Enhanced Robotic Teleoperation in Construction Using a GAN-Based Physiological Signal Augmentation Framework

Abstract

Communication channels between humans and robots can alleviate safety hazards (collisions, interference) during human–robot collaboration (HRC) at construction sites. Recently, the authors demonstrated the feasibility of improving HRC by using electroencephalogram (EEG) signals to establish hands-free, nonverbal communication. Despite the potential of EEG to provide reliable means of communication, there is a concern regarding the quality of the collection of EEG signals, especially low spatial resolution. EEG signals collected from wearable devices suffer from this problem because the number of electrodes (5–32) is much lower than traditional clinical EEG systems (64–256). More importantly, the low spatial resolution may reduce the reliability of human–robot communication driven by EEG signals. To address this challenge, this study seeks to increase the spatial resolution of EEG signals by proposing a generative adversarial network (GAN)-based data augmentation framework. In it, artificial EEG signals will be produced from actual signals.

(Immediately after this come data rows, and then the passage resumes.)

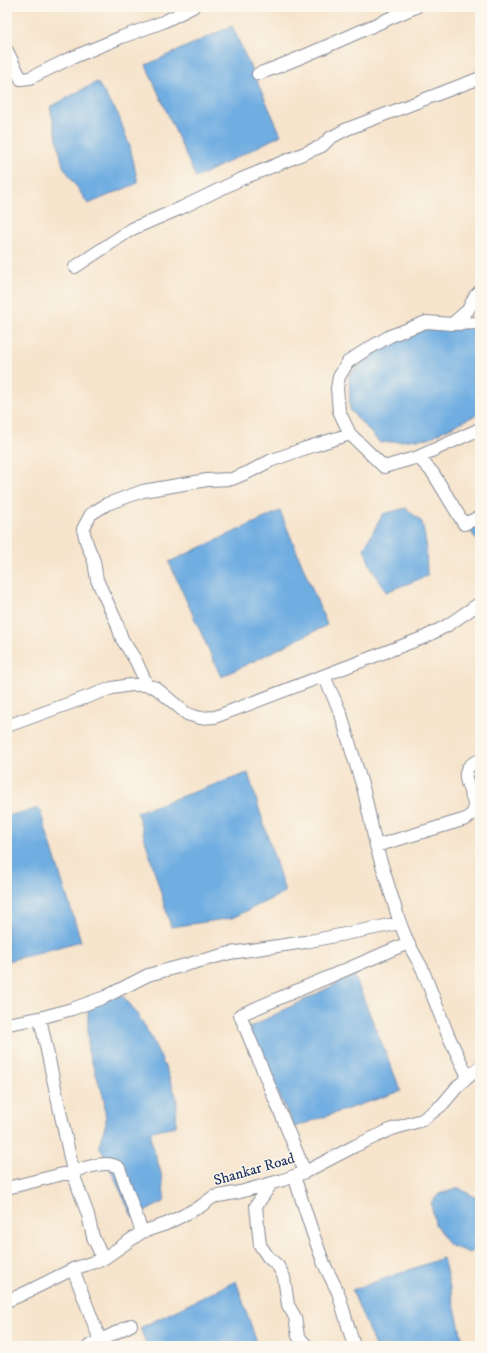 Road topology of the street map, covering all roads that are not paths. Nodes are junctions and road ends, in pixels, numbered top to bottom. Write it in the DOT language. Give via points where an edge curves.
graph roads {
  1 [pos="193,7"];
  2 [pos="416,7"];
  3 [pos="7,51"];
  4 [pos="258,74"];
  5 [pos="480,78"];
  6 [pos="75,267"];
  7 [pos="480,292"];
  8 [pos="480,323"];
  9 [pos="452,324"];
  10 [pos="480,429"];
  11 [pos="350,434"];
  12 [pos="418,456"];
  13 [pos="480,517"];
  14 [pos="480,603"];
  15 [pos="324,676"];
  16 [pos="147,685"];
  17 [pos="7,726"];
  18 [pos="480,760"];
  19 [pos="376,846"];
  20 [pos="400,923"];
  21 [pos="408,943"];
  22 [pos="40,1018"];
  23 [pos="7,1024"];
  24 [pos="480,1067"];
  25 [pos="468,1077"];
  26 [pos="73,1174"];
  27 [pos="299,1174"];
  28 [pos="271,1184"];
  29 [pos="7,1188"];
  30 [pos="142,1232"];
  31 [pos="104,1259"];
  32 [pos="73,1269"];
  33 [pos="7,1301"];
  34 [pos="131,1325"];
  35 [pos="100,1340"];
  36 [pos="89,1346"];
  37 [pos="307,1346"];
  38 [pos="354,1346"];
  1 -- 3 [label="street" via="30,78 21,79"];
  2 -- 4 [label="street" via="295,61"];
  5 -- 6 [label="street" via="347,129 330,138 322,146 239,180 132,229"];
  7 -- 9 [label="street" via="468,310"];
  8 -- 9 [label="street"];
  9 -- 11 [label="street" via="426,322 390,336 348,362 339,378 337,388 339,411"];
  10 -- 12 [label="street"];
  11 -- 12 [label="street" via="384,467"];
  11 -- 16 [label="street" via="270,461 232,479 207,480 143,491 107,504 91,514 83,529 94,561 97,580 122,639"];
  12 -- 13 [label="street" via="433,474 464,524"];
  14 -- 15 [label="street" via="448,626 425,638"];
  15 -- 16 [label="street" via="215,717 200,718 187,714 156,688"];
  15 -- 19 [label="street" via="341,714 360,777"];
  16 -- 17 [label="street" via="112,688"];
  18 -- 19 [label="street" via="472,762 466,774 474,805 471,815"];
  19 -- 20 [label="street"];
  20 -- 21 [label="street"];
  20 -- 22 [label="street" via="305,942 230,953 148,976 72,1010"];
  21 -- 25 [label="street" via="422,968 448,1035"];
  21 -- 27 [label="street" via="240,1015"];
  22 -- 23 [label="street"];
  22 -- 26 [label="street"];
  24 -- 25 [label="street, Shankar Road"];
  25 -- 27 [label="street, Shankar Road" via="442,1105 422,1120 392,1129"];
  26 -- 29 [label="street" via="63,1174"];
  26 -- 30 [label="street" via="106,1163 119,1168"];
  26 -- 31 [label="street" via="93,1237"];
  27 -- 28 [label="street, Shankar Road"];
  27 -- 38 [label="street" via="317,1246 338,1292"];
  28 -- 30 [label="street, Shankar Road" via="213,1197 166,1224"];
  28 -- 37 [label="street" via="256,1206 260,1245 284,1277 288,1305 295,1317 298,1336"];
  30 -- 31 [label="street, Shankar Road"];
  31 -- 32 [label="street, Shankar Road"];
  32 -- 33 [label="street, Shankar Road"];
  32 -- 35 [label="street"];
  34 -- 35 [label="street"];
  35 -- 36 [label="street"];
}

To examine the feasibility of increasing the spatial resolution of EEG signals for an improved HRC, the EEG dataset of four subjects was collected using a wearable 32-channel device. The results show that the framework can enhance the spatial resolution of the collected dataset by 39.1% by generating realistic artificial signals. It also increased the accuracy of the EEG-based robotic teleoperation by 4.9%. It is expected that increasing the spatial resolution of EEG signals will improve the reliability of EEG-based human–robot communication.